As you can see, we propose a rather flexible definition of image that can accomodate to different ways to acquire visual data.


<!--

#TODO
trying to check that our definition matches the one from the video team, I posted on discord and I am waiting their reply
-->

## Difference between Image and Video


If you have been paying attention, you might be guessing the videos are a visual representation of images that have a component of time attached to them. For 2D image acquistion, you would can add a time component such that F(X, Y, T).

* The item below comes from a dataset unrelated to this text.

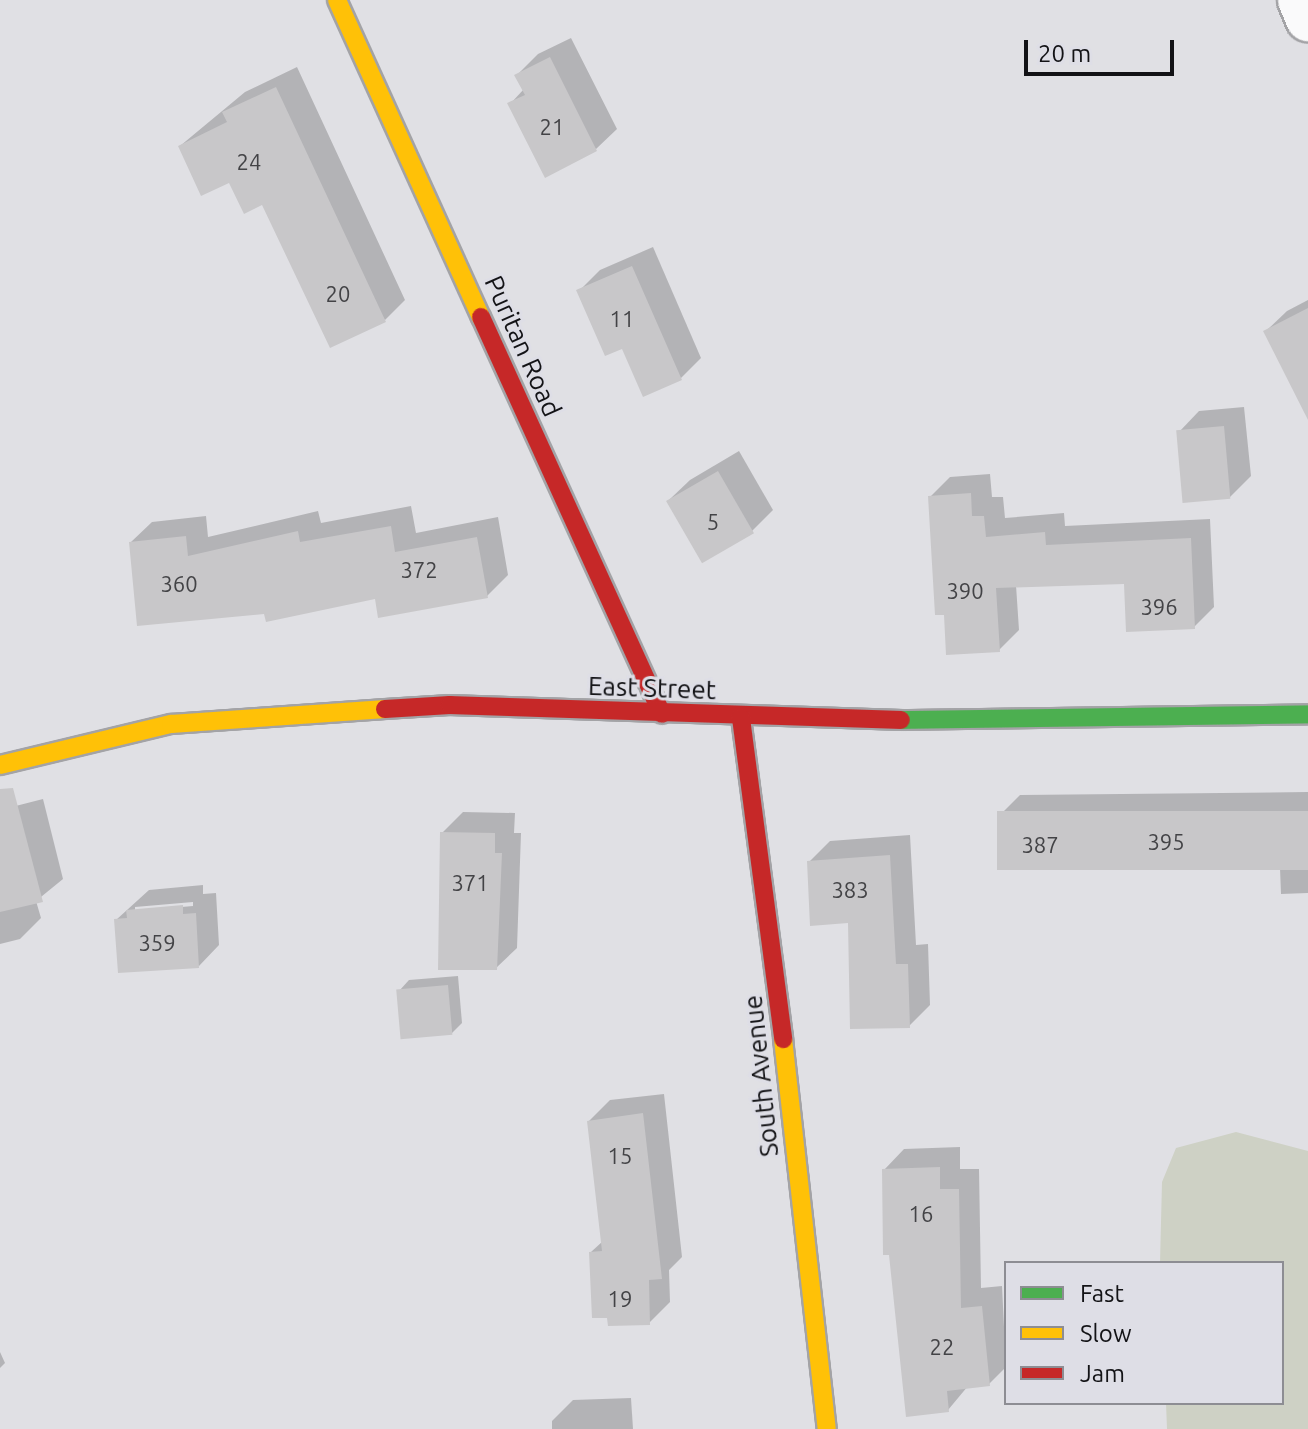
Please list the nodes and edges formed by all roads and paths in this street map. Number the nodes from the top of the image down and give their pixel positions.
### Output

Images can naturally have a hidden component in time but images and videos differ in how they sample this temporal information. An image is a static representation of a scene captured at a single point in time. While a video is a
sequence of images played at a rate that creates an illusion of motion. This rate is what we can call frames per second.

### Key Differences

| | Feature | Image | Video |
|---|------------------------|-------------------------------------------------|-----------------------------------------------------|
| 1 | Type | Single moment in time | Sequence of images over time |
| 2 | Data Representation | Tipically a 2D array of pixels | Tipically a 3D array of frames |
| 3 | File types | JPEG,PNG,RAW, etc. | MP4,AVI, MOV, etc. |
| 4 | Data Augmentation | Flipping, rotating, cropping | Temporal jittering, speed variations, occlusion |
| 5 | Feature Extraction | Edges, textures, colors | Edges, textures, colors, optical flow, trajectories |
| 6 | Learning Models | CNNs | RNNs, 3D CNNs |
| 7 | Machine Learning Tasks | Image classification, Segmentation, Object Detection | Video action recognition, temporal modeling, tracking |
| 8 | Computational Cost | Less expensive | More expensive |
| 9 | Applications | Facial recognition for security access control | Sign language interpretation for live communication |

We will discuss more about video specific tasks at the Video Chapter.



<!--

#TODO
this part could be improved i.e. compare image to audio and more tabular data points
-->


## Images vs other forms of data

In tabular data, dimensionality is usually defined by the number of features (columns) describing one data point. In data, dimensionality usually refer to the cardinality of your combined dimensions. Due to the spatial relation in the data each pixel contributes to add more dimensions to the data. Features that describe your image are usually generated by traditional preprocessing or learned throught deep learning methods. Thus feature extraction in an image involves different algorithms discussed in detail in the next chapter of this unit.
Moreover, tabular data often require the handlign of missing values, encodning categorical variables and re-scaling numerical features. The analogous process for image data is image resizing, normalization or data augmentation. We call these processes pre-processing and we will discuss them in greater detail in the chapter "pre-processing for computer vision".